Culture, Not Color
Spencer P. Boyer clarifies the rift in France:
The images of black and brown youth rioting around Paris seem to have convinced many that France has a race problem. We Americans might even be tempted to congratulate ourselves that we're ahead of France and other European countries, which are only now starting to grapple with racism.
But I am a young black male who has lived in both France and United States, and I can tell you that France's problem isn't about race. In a way it's a more insidious problem than that, and I worry that events in France may actually be a sign of what could happen in America.
I had my first interaction with the French police on a December night in 1991. I had recently moved to Paris, and was strolling back to my tiny apartment in an exclusive neighborhood. I probably looked scruffy in my old army jacket and jeans. Suddenly two unmarked police cars pulled up. Four officers climbed out, asked where I was going, and demanded to see my "papers." But when I began speaking French, one of the officers heard my accent. "Oh, you're American? Please excuse us. Have a great evening."
I was stunned. Americans had warned me that the French didn't welcome people of color and constantly harassed Arabs and Africans. But I soon learned that being an African American in France is wonderful. I was generally treated better than I would have been back in the States.
I was treated well elsewhere in Europe, too. Off and on, I spent five years on the Continent, first as a student and then as a lawyer, in France, England, the Netherlands and Switzerland. Seldom did I encounter prejudice. Usually I was made to feel special.
I worried that after the Sept. 11 attacks, and America's response, the goodwill that Europeans showered on me would diminish, as anti-American sentiments in Europe grew. My white American friends in Europe tried to hide their nationality. But I was given a free pass. For the most part, Europeans exempted me from their stereotype of America as the arrogant and ignorant bully on the world stage. In other words, I was treated even better than my fellow whites - because I was black.
All of this seems puzzling, especially in light of all the recent talk about racism in France. Yet at the end of World War I, black American regiments that were disdained in their own country were cheered when they paraded down the Champs-Elysées in Paris. In World War II, too, the French embraced black soldiers from the States.
Throughout the 20th century, legions of black American artists, writers, and jazz musicians escaped racism at home by fleeing to Europe.
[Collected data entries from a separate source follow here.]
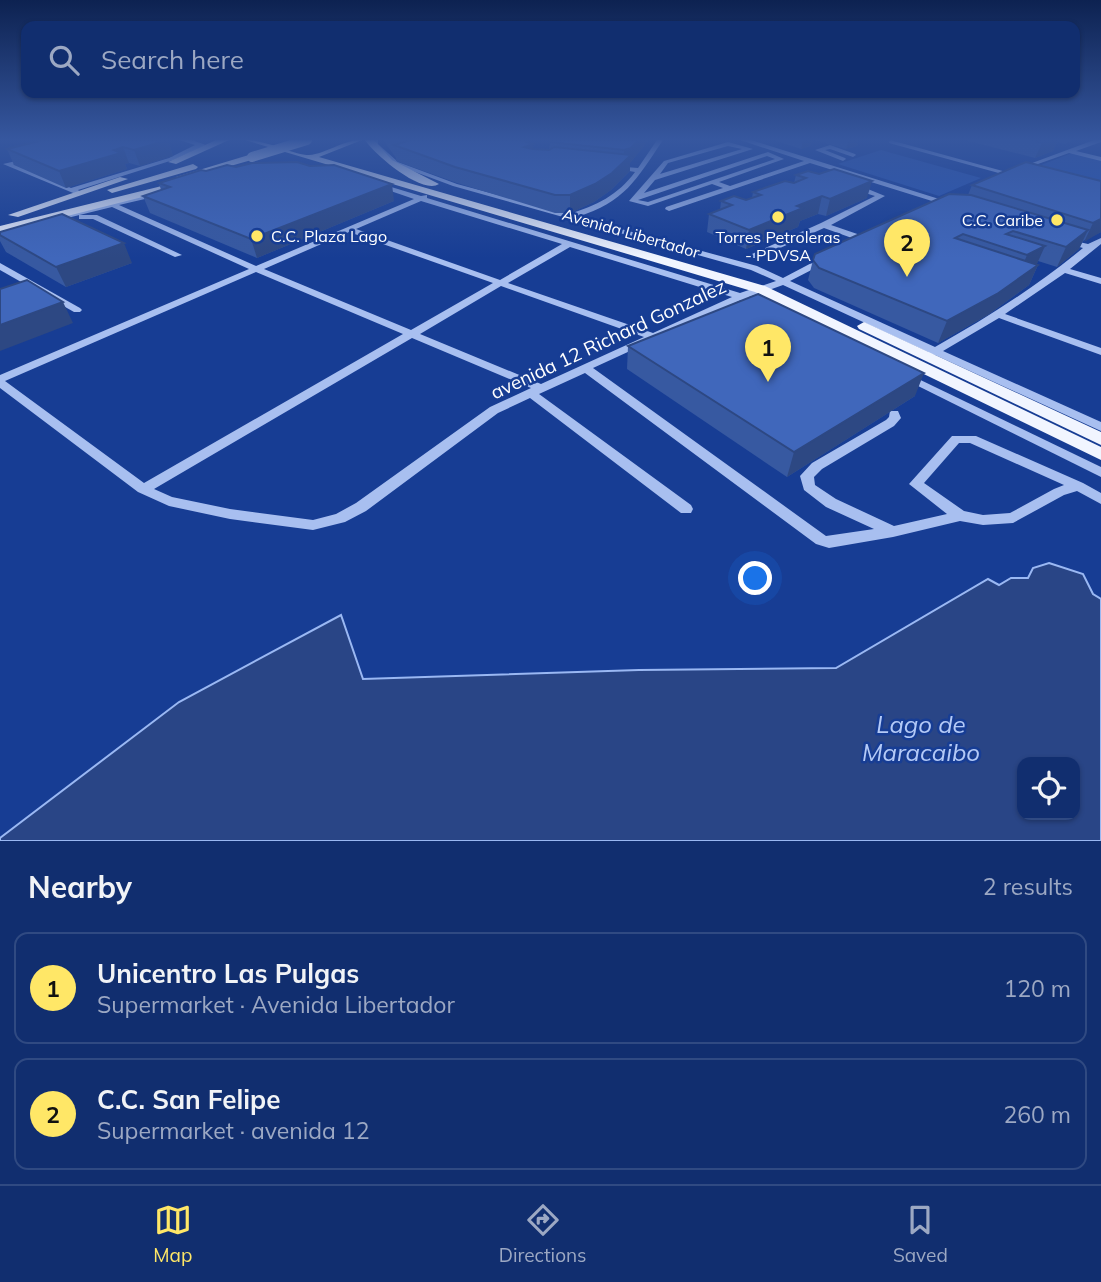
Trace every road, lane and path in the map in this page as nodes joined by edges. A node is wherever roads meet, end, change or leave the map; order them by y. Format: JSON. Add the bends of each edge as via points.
{"nodes":[{"id":1,"x":44,"y":179,"type":"edge"},
{"id":2,"x":115,"y":179,"type":"edge"},
{"id":3,"x":149,"y":179,"type":"edge"},
{"id":4,"x":176,"y":179,"type":"edge"},
{"id":5,"x":211,"y":179,"type":"edge"},
{"id":6,"x":351,"y":179,"type":"edge"},
{"id":7,"x":390,"y":179,"type":"edge"},
{"id":8,"x":413,"y":179,"type":"edge"},
{"id":9,"x":437,"y":179,"type":"edge"},
{"id":10,"x":633,"y":179,"type":"edge"},
{"id":11,"x":651,"y":179,"type":"edge"},
{"id":12,"x":693,"y":179,"type":"edge"},
{"id":13,"x":720,"y":179,"type":"edge"},
{"id":14,"x":756,"y":179,"type":"edge"},
{"id":15,"x":869,"y":179,"type":"edge"},
{"id":16,"x":997,"y":179,"type":"edge"},
{"id":17,"x":712,"y":182,"type":"junction"},
{"id":18,"x":991,"y":182,"type":"edge"},
{"id":19,"x":190,"y":186,"type":"edge"},
{"id":20,"x":851,"y":186,"type":"edge"},
{"id":21,"x":730,"y":188,"type":"junction"},
{"id":22,"x":74,"y":191,"type":"junction"},
{"id":23,"x":432,"y":193,"type":"junction"},
{"id":24,"x":634,"y":199,"type":"junction"},
{"id":25,"x":946,"y":203,"type":"junction"},
{"id":26,"x":957,"y":203,"type":"edge"},
{"id":27,"x":113,"y":205,"type":"junction"},
{"id":28,"x":669,"y":209,"type":"dead end"},
{"id":29,"x":932,"y":209,"type":"edge"},
{"id":30,"x":40,"y":219,"type":"junction"},
{"id":31,"x":563,"y":219,"type":"junction"},
{"id":32,"x":0,"y":222,"type":"edge"},
{"id":33,"x":824,"y":225,"type":"junction"},
{"id":34,"x":347,"y":229,"type":"junction"},
{"id":35,"x":0,"y":234,"type":"edge"},
{"id":36,"x":877,"y":235,"type":"edge"},
{"id":37,"x":1049,"y":235,"type":"edge"},
{"id":38,"x":866,"y":240,"type":"junction"},
{"id":39,"x":1101,"y":240,"type":"edge"},
{"id":40,"x":570,"y":243,"type":"junction"},
{"id":41,"x":855,"y":245,"type":"edge"},
{"id":42,"x":1088,"y":247,"type":"junction"},
{"id":43,"x":178,"y":255,"type":"dead end"},
{"id":44,"x":834,"y":255,"type":"edge"},
{"id":45,"x":755,"y":256,"type":"dead end"},
{"id":46,"x":0,"y":266,"type":"edge"},
{"id":47,"x":254,"y":268,"type":"junction"},
{"id":48,"x":1063,"y":270,"type":"junction"},
{"id":49,"x":1101,"y":281,"type":"edge"},
{"id":50,"x":779,"y":282,"type":"junction"},
{"id":51,"x":500,"y":283,"type":"junction"},
{"id":52,"x":742,"y":296,"type":"junction"},
{"id":53,"x":757,"y":296,"type":"junction"},
{"id":54,"x":77,"y":310,"type":"dead end"},
{"id":55,"x":999,"y":315,"type":"junction"},
{"id":56,"x":415,"y":335,"type":"junction"},
{"id":57,"x":654,"y":337,"type":"junction"},
{"id":58,"x":1101,"y":352,"type":"edge"},
{"id":59,"x":931,"y":353,"type":"junction"},
{"id":60,"x":888,"y":367,"type":"edge"},
{"id":61,"x":587,"y":369,"type":"junction"},
{"id":62,"x":0,"y":381,"type":"edge"},
{"id":63,"x":536,"y":390,"type":"junction"},
{"id":64,"x":894,"y":414,"type":"dead end"},
{"id":65,"x":1101,"y":427,"type":"edge"},
{"id":66,"x":1101,"y":439,"type":"edge"},
{"id":67,"x":1101,"y":454,"type":"edge"},
{"id":68,"x":1101,"y":472,"type":"edge"},
{"id":69,"x":1077,"y":486,"type":"junction"},
{"id":70,"x":143,"y":489,"type":"junction"},
{"id":71,"x":1101,"y":499,"type":"edge"},
{"id":72,"x":686,"y":509,"type":"dead end"},
{"id":73,"x":960,"y":516,"type":"junction"},
{"id":74,"x":893,"y":532,"type":"junction"}],
"edges":[{"from":1,"to":22,"type":"street"},
{"from":2,"to":22,"type":"main road"},
{"from":3,"to":32,"type":"main road"},
{"from":4,"to":30,"type":"main road","bridge":true},
{"from":5,"to":30,"type":"main road"},
{"from":6,"to":23,"type":"street"},
{"from":7,"to":23,"type":"main road","name":"Avenida Libertador"},
{"from":8,"to":23,"type":"main road"},
{"from":9,"to":31,"type":"street"},
{"from":10,"to":31,"type":"street","via":[[611,202]]},
{"from":11,"to":24,"type":"street"},
{"from":12,"to":24,"type":"street"},
{"from":13,"to":17,"type":"street"},
{"from":14,"to":21,"type":"street"},
{"from":15,"to":25,"type":"street"},
{"from":16,"to":18,"type":"street"},
{"from":17,"to":21,"type":"street"},
{"from":17,"to":24,"type":"street","via":[[648,204]]},
{"from":19,"to":27,"type":"street"},
{"from":20,"to":33,"type":"street","via":[[881,197]]},
{"from":21,"to":28,"type":"street"},
{"from":22,"to":32,"type":"main road"},
{"from":23,"to":31,"type":"main road","name":"Avenida Libertador"},
{"from":23,"to":34,"type":"street"},
{"from":23,"to":40,"type":"street"},
{"from":23,"to":53,"type":"main road","name":"Avenida Libertador"},
{"from":25,"to":26,"type":"street"},
{"from":25,"to":29,"type":"street"},
{"from":27,"to":35,"type":"street"},
{"from":27,"to":47,"type":"street"},
{"from":30,"to":35,"type":"main road"},
{"from":31,"to":50,"type":"main road","name":"Avenida Libertador"},
{"from":33,"to":38,"type":"street"},
{"from":33,"to":45,"type":"street"},
{"from":34,"to":47,"type":"street"},
{"from":34,"to":51,"type":"street"},
{"from":35,"to":43,"type":"street","via":[[94,217]]},
{"from":36,"to":38,"type":"street"},
{"from":37,"to":42,"type":"street"},
{"from":38,"to":41,"type":"street"},
{"from":39,"to":42,"type":"street"},
{"from":40,"to":51,"type":"street"},
{"from":40,"to":52,"type":"street"},
{"from":42,"to":48,"type":"street"},
{"from":44,"to":50,"type":"street"},
{"from":46,"to":54,"type":"street"},
{"from":47,"to":56,"type":"street"},
{"from":47,"to":62,"type":"street"},
{"from":48,"to":49,"type":"street"},
{"from":48,"to":55,"type":"street"},
{"from":50,"to":53,"type":"street"},
{"from":50,"to":59,"type":"main road","name":"Avenida Libertador"},
{"from":51,"to":56,"type":"street"},
{"from":51,"to":57,"type":"street"},
{"from":52,"to":53,"type":"street"},
{"from":52,"to":57,"type":"street","name":"avenida 12 Richard Gonzalez"},
{"from":53,"to":67,"type":"main road","name":"Avenida Libertador"},
{"from":55,"to":58,"type":"street"},
{"from":55,"to":59,"type":"street"},
{"from":56,"to":63,"type":"street"},
{"from":56,"to":70,"type":"street"},
{"from":57,"to":61,"type":"street","name":"avenida 12 Richard Gonzalez"},
{"from":59,"to":65,"type":"street"},
{"from":59,"to":66,"type":"main road","name":"Avenida Libertador"},
{"from":60,"to":68,"type":"street"},
{"from":61,"to":63,"type":"street","name":"avenida 12 Richard Gonzalez"},
{"from":61,"to":74,"type":"street","via":[[821,540],[837,542]]},
{"from":62,"to":70,"type":"street"},
{"from":63,"to":70,"type":"street","name":"avenida 12 Richard Gonzalez","via":[[494,410],[361,507],[313,525],[169,502]]},
{"from":63,"to":72,"type":"street"},
{"from":64,"to":74,"type":"street","via":[[890,423],[807,476],[809,487],[831,503]]},
{"from":69,"to":71,"type":"street"},
{"from":69,"to":73,"type":"street","via":[[1013,519]]},
{"from":69,"to":73,"type":"street","via":[[972,439],[956,439],[916,484]]},
{"from":73,"to":74,"type":"street"}]}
Paris, in particular, has been a second home for black intellectuals such as Richard Wright and James Baldwin.
I have inherited that legacy. Europeans associate me with the aspects of America they embrace, especially African American art and music, and the historical struggle for freedom and civil rights - exotic, but not threatening. It never seemed to matter that I personally was not artsy or hip. I was "ethnic," but I wasn't an immigrant with a culture and customs that were so different as to be feared. I was Christian, not Muslim. Different, but not too different.
And this, in my experience, is why prejudice in Europe is such a dramatically different beast from prejudice in the United States. In America, prejudice has long been a question of color. In Europe, it's not about color, it's about culture. France doesn't have a race problem. It has a problem embracing the culture and customs of its immigrants and their children.
"France doesn't have a race problem. It has a problem embracing the culture and customs of its immigrants and their children."
Gee. Just last Friday, the Augusta, GA area was treated to assorted babbling that the prosecution of a high-school athlete for child molestation and sexual assault was because "the white people in this area don't understand the black situation".
Somehow, rape isn't rape if the perpetrator is black.
I certainly hope these people actually don't know what they are saying.
Radwaste at December 13, 2005 7:35 PM
Nice try, but no sale. Of course Mr. Boyer was treated well in France. The French reserve their racism for their immigrant third world muslim population, not African Americans. They treat African Americans quite well because it satisfies their sense of moral superiority over America. They still think that race relations in the U.S. are stuck in the 1960's.
And don't even get me started on their anti-semitism.